The intersection of gambling regulation and data protection law presents unique challenges for the sector.
Operators must balance the prescriptive requirements of the Gambling Act 2005 (GA 2005) against the rules and principles of the UK GDPR, in particular data minimization and consent.
This article explores how to comply with both gambling regulations and data protection law, and includes two recent examples of enforcement in the gambling sector.
The regulatory framework: Gambling Act 2005
The GA 2005 established the Gambling Commission (GC) as the regulator responsible for issuing operating licenses. Compliance with the License Conditions and Codes of Practice (LCCP) is mandatory for UK operators.
Key elements of the LCCP relevant to data processing include:
- Social responsibility: Licensees must interact with customers who may be at risk of experiencing harms associated with gambling.
- Customer identification: Operators must verify the age and identity of customers (Know Your Customer/KYC) to prevent underage gambling and money laundering.
- Self-exclusion: Operators must participate in multi-operator self-exclusion schemes (e.g., GAMSTOP) and effectively process data to block registered individuals.
Privacy nuances in the gambling sector
The processing of personal data in this sector is often categorized as high-risk due to the vulnerability of the data subjects and the financial implications of the processing.
- Special category data: While transactional data (bets placed) is not inherently special category data, the inference of a “gambling addiction” or “disorder” may constitute health data under Article 9 UK GDPR.
- Single Customer View (SCV): The industry is moving toward data sharing mechanisms to prevent customers from gambling unaffordable amounts across different operators. This requires a lawful basis for sharing data between competitors for safeguarding purposes, often relying on “legal obligation” or “legitimate interests” rather than consent.
- Profiling and segmentation: Operators use sophisticated profiling to identify “high value” customers (for VIP marketing) and “at risk” customers (for intervention). The same raw data often feeds both models.
- Direct marketing: The standard for consent in the gambling sector is elevated due to the potential power imbalance between the operator and a vulnerable user.
Case study: RTM v Bonne Terre Limited (2025)
In January 2025, the High Court of England and Wales delivered a significant judgment concerning the validity of consent for direct marketing in the context of gambling addiction.
The claimant, a recovering problem gambler known as ‘RTM’, brought a claim against Bonne Terre Limited (trading as Sky Betting & Gaming).

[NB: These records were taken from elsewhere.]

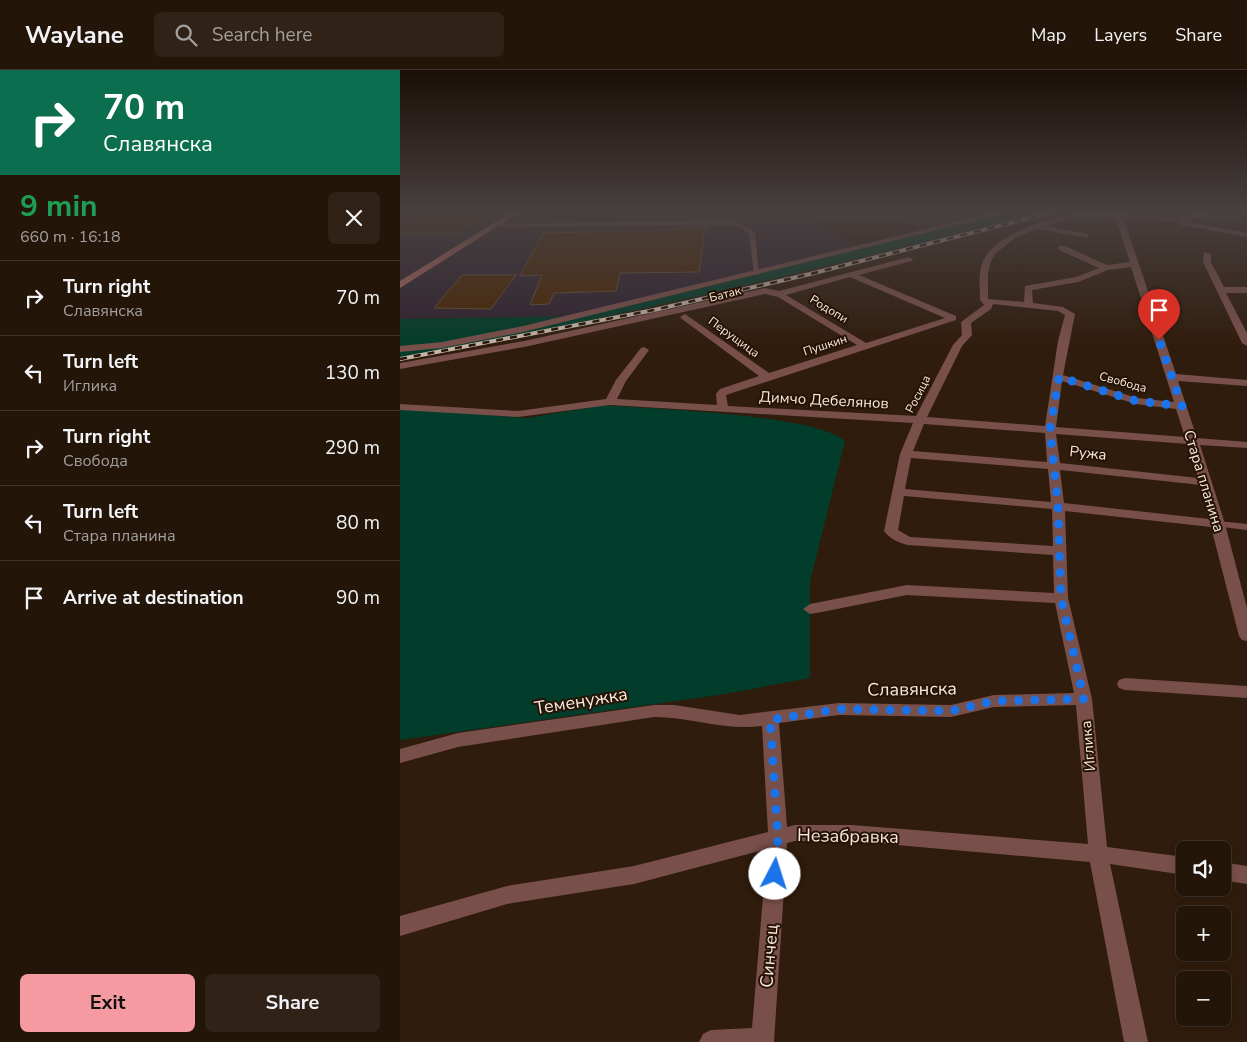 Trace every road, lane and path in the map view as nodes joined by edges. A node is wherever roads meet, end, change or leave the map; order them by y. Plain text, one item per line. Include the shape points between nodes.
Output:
1 (445, 256) edge
2 (755, 256) edge
3 (828, 256) edge
4 (991, 256) edge
5 (1080, 256) edge
6 (1132, 256) edge
7 (1207, 256) edge
8 (909, 259) dead end
9 (1135, 264) junction
10 (1106, 268) junction
11 (757, 274) junction
12 (850, 275) junction
13 (400, 285) edge
14 (1222, 290) junction
15 (1247, 290) edge
16 (779, 294) junction
17 (986, 301) junction
18 (1029, 305) junction
19 (685, 317) junction
20 (953, 318) junction
21 (966, 322) junction
22 (663, 323) dead end
23 (1246, 338) edge
24 (865, 346) junction
25 (400, 350) edge
26 (644, 350) dead end
27 (416, 363) junction
28 (400, 366) edge
29 (400, 372) edge
30 (767, 377) junction
31 (1059, 377) junction
32 (1172, 377) junction
33 (1247, 383) edge
34 (610, 402) junction
35 (1182, 406) junction
36 (400, 407) edge
37 (723, 410) junction
38 (920, 420) junction
39 (1050, 429) junction
40 (1193, 441) junction
41 (1247, 445) edge
42 (906, 454) junction
43 (1054, 466) junction
44 (1206, 482) junction
45 (900, 492) junction
46 (1058, 506) junction
47 (1218, 524) junction
48 (1247, 527) edge
49 (1060, 551) junction
50 (1061, 598) junction
51 (810, 609) dead end
52 (1247, 636) edge
53 (1126, 684) dead end
54 (1247, 692) edge
55 (1084, 699) junction
56 (770, 720) junction
57 (400, 756) edge
58 (778, 838) junction
59 (1098, 854) junction
60 (1176, 865) edge
61 (1231, 872) edge
62 (1247, 875) edge
63 (400, 926) edge
64 (762, 1040) edge
65 (712, 1042) edge
66 (1136, 1042) edge

1 - 13 main road
2 - 11 street
3 - 11 street
4 - 17 street via 984,273
5 - 10 street
6 - 9 street, Стара планина
7 - 14 street
8 - 12 street, Батак
9 - 10 street
9 - 32 street, Стара планина
10 - 18 street via 1078,279 1028,288
11 - 25 street via 523,330
12 - 16 street, Батак
12 - 20 street
14 - 15 street
14 - 23 street
16 - 19 street, Батак
16 - 24 street, Родопи
16 - 27 street via 753,293 524,344
17 - 18 street
17 - 21 street via 988,307
18 - 31 street, Иглика via 1060,309 1070,314
19 - 22 street, Батак
19 - 30 street, Перущица
20 - 21 street
20 - 24 street, Пушкин
21 - 38 street, Росица via 967,335 958,345
24 - 30 street, Пушкин
26 - 34 street via 621,380
27 - 28 street
27 - 29 street
30 - 37 street, Пушкин via 724,391 721,394
31 - 35 street, Свобода via 1136,401
31 - 39 street, Иглика
32 - 33 street
32 - 35 street, Стара планина
34 - 36 street, Димчо Дебелянов via 518,414
34 - 37 street, Димчо Дебелянов
35 - 40 street, Стара планина
37 - 38 street, Димчо Дебелянов
38 - 39 street, Димчо Дебелянов
38 - 42 street, Росица
39 - 40 street, Димчо Дебелянов
39 - 43 street, Иглика
40 - 41 street, Димчо Дебелянов
40 - 44 street, Стара планина
42 - 43 street, Ружа
42 - 45 street, Росица
43 - 44 street, Ружа
43 - 46 street, Иглика
44 - 47 street, Стара планина
45 - 46 street
45 - 49 street, Росица via 892,531 908,541
46 - 47 street
46 - 49 street, Иглика
47 - 48 street
47 - 52 street, Стара планина
49 - 50 street, Иглика
50 - 51 street via 906,590
50 - 55 street, Иглика
53 - 54 street
55 - 56 street, Славянска via 994,701 951,711 839,709
55 - 59 street, Иглика
56 - 57 street, Теменужка via 740,722 674,711 654,711 458,740
56 - 58 street, Синчец
58 - 59 street, Незабравка via 817,832 852,833
58 - 63 street, Незабравка via 634,875 507,895
58 - 64 street, Синчец
59 - 60 street, Незабравка
59 - 66 street, Иглика
61 - 62 street
64 - 65 street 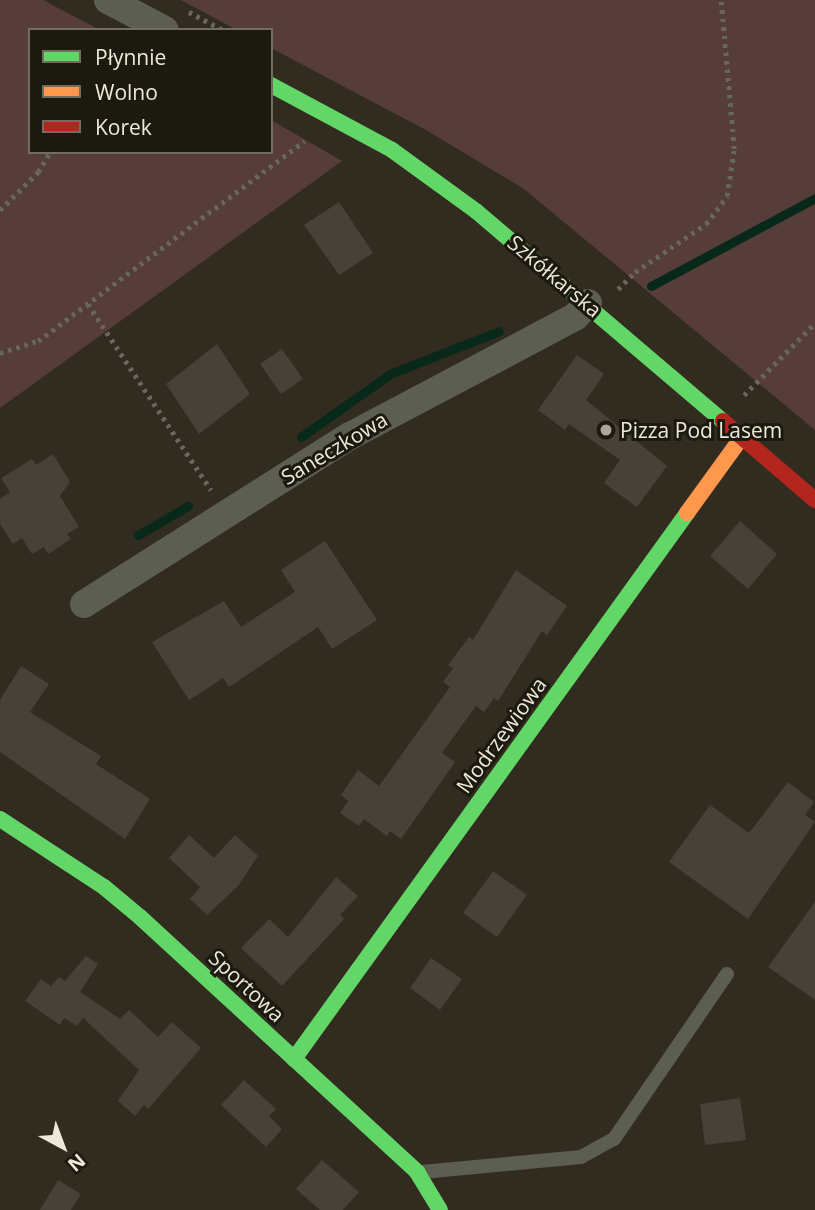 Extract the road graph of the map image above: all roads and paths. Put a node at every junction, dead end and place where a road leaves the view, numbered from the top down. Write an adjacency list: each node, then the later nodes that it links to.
1 (108, 0): 4 (street)
2 (721, 0): 10 (path)
3 (186, 10): 5 (path)
4 (161, 28)
5 (219, 28)
6 (273, 86): 11 (street, Szkółkarska)
7 (310, 136): 12 (path)
8 (49, 154): 9 (path)
9 (0, 210)
10 (615, 292)
11 (588, 303): 16 (street, Szkółkarska); 18 (street, Saneczkowa)
12 (88, 304): 14 (path); 18 (path)
13 (815, 323): 15 (path)
14 (0, 353)
15 (740, 398)
16 (742, 437): 17 (street, Szkółkarska); 22 (street, Modrzewiowa)
17 (815, 500)
18 (226, 514): 19 (street, Saneczkowa)
19 (84, 604)
20 (0, 820): 22 (street, Sportowa)
21 (727, 974): 23 (lane)
22 (294, 1059): 23 (street, Sportowa)
23 (417, 1172): 24 (street, Sportowa)
24 (440, 1210) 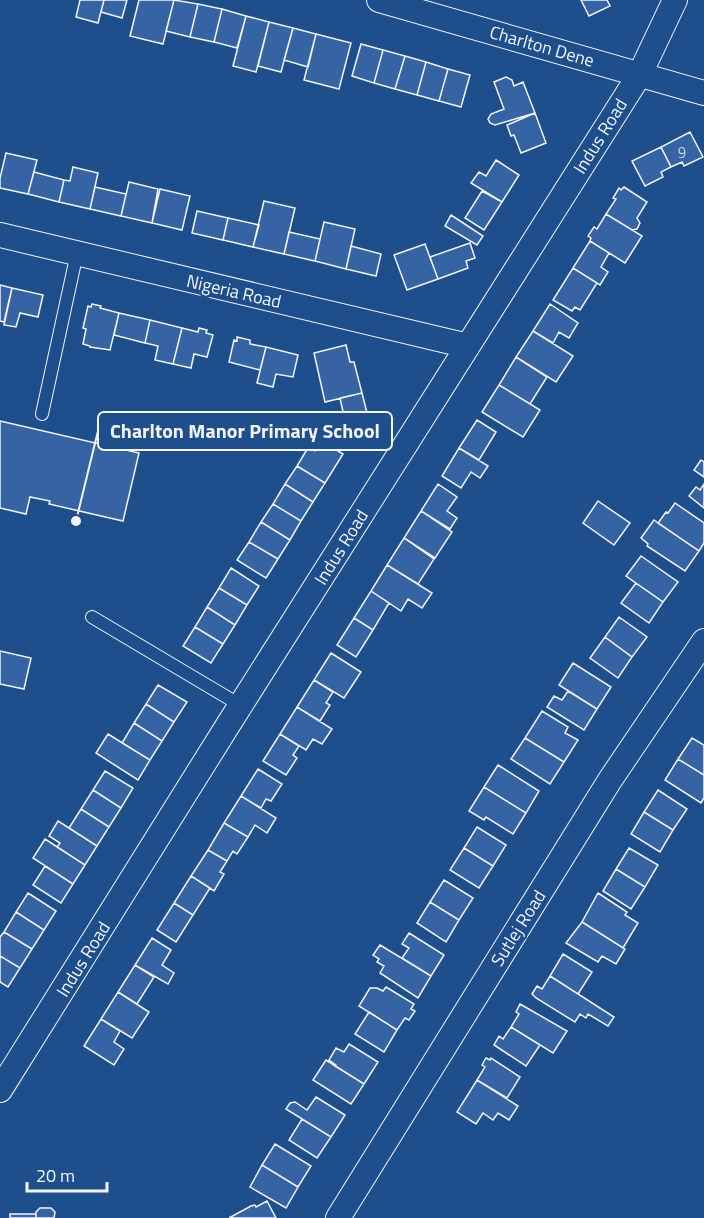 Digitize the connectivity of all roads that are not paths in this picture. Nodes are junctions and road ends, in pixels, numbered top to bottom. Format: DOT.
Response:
graph roads {
  1 [pos="379,0"];
  2 [pos="675,0"];
  3 [pos="640,74"];
  4 [pos="704,93"];
  5 [pos="0,235"];
  6 [pos="77,253"];
  7 [pos="468,346"];
  8 [pos="42,414"];
  9 [pos="92,617"];
  10 [pos="704,641"];
  11 [pos="240,705"];
  12 [pos="0,1090"];
  13 [pos="338,1218"];
  1 -- 3 [label="street, Charlton Dene"];
  2 -- 3 [label="street, Indus Road"];
  3 -- 4 [label="street, Charlton Dene"];
  3 -- 7 [label="street, Indus Road"];
  5 -- 6 [label="street, Nigeria Road"];
  6 -- 7 [label="street, Nigeria Road"];
  6 -- 8 [label="lane"];
  7 -- 11 [label="street, Indus Road"];
  9 -- 11 [label="lane"];
  10 -- 13 [label="street, Sutlej Road"];
  11 -- 12 [label="street, Indus Road"];
}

Key findings from the judgment include:
- Invalid consent: The court found that while the claimant had technically clicked “accept” on cookie banners and marketing preferences, this did not constitute “operative consent”.
- Impaired autonomy: The claimant’s decision-making was deemed to be impaired by his compulsion to gamble. The court noted that consent must be “freely given”.
- Ineffective mechanisms: The defendant’s tickboxes were insufficient for a user whose primary motivation was to remove barriers to gambling access immediately.
- Knowledge imbalance: The claimant was unaware that his transactional data was being used to model his behavior and target him with personalized incentives to gamble more.
- Lawful basis failure: Without valid consent, the operator had no lawful basis for the processing of data for direct marketing purposes. The court rejected “legitimate interests” for profiling problem gamblers for marketing.
This judgment establishes that the “quality” of consent is context-specific.
In the gambling sector, reliance on standard consent mechanisms may be unsafe where the data subject is vulnerable, as their consent may not be considered “free” or “informed”.
Case study: ICO Reprimand of Bonne Terre Limited (2024)
In September 2024, the Information Commissioner’s Office (ICO) issued a reprimand to Bonne Terre Limited following an investigation into its use of tracking technologies.
The investigation highlighted alleged technical and legal failings, including:
- Premature firing of pixels: Third-party tracking technologies (specifically a MediaMath pixel) were deployed on users’ browsers immediately upon accessing the site, before they interacted with the Consent Management Platform (CMP).
- Lack of prior consent: Approximately 40 marketing cookies were set before users had the opportunity to accept or reject them.
- Processing operations: This occurred between January and March 2023. The ICO found infringements of Articles 5(1)(a) (lawfulness, fairness and transparency), 6(1)(a) (lawfulness of processing), and 7(1) (conditions for consent) of the UK GDPR.
- Remedial action: The operator fixed the issue in March 2023 after being alerted by the ICO.
The ICO emphasized that the processing of personal data for marketing purposes via tracking technologies requires prior consent.
The reprimand suggests that technical configurations must strictly align with legal consent requirements, particularly in sectors involving vulnerable data subjects.
A high bar for compliance
The law sets a high bar for gambling operators, which handle large quantities of sensitive personal data about potentially vulnerable individuals.
Recent enforcement in this sector shows that regulators and courts expect gambling operators to use personal data about their customers with due diligence.
Operators should consider whether their consent mechanisms, profiling activities, and compliance practices in general meet both the letter and the spirit of data protection and gambling regulations.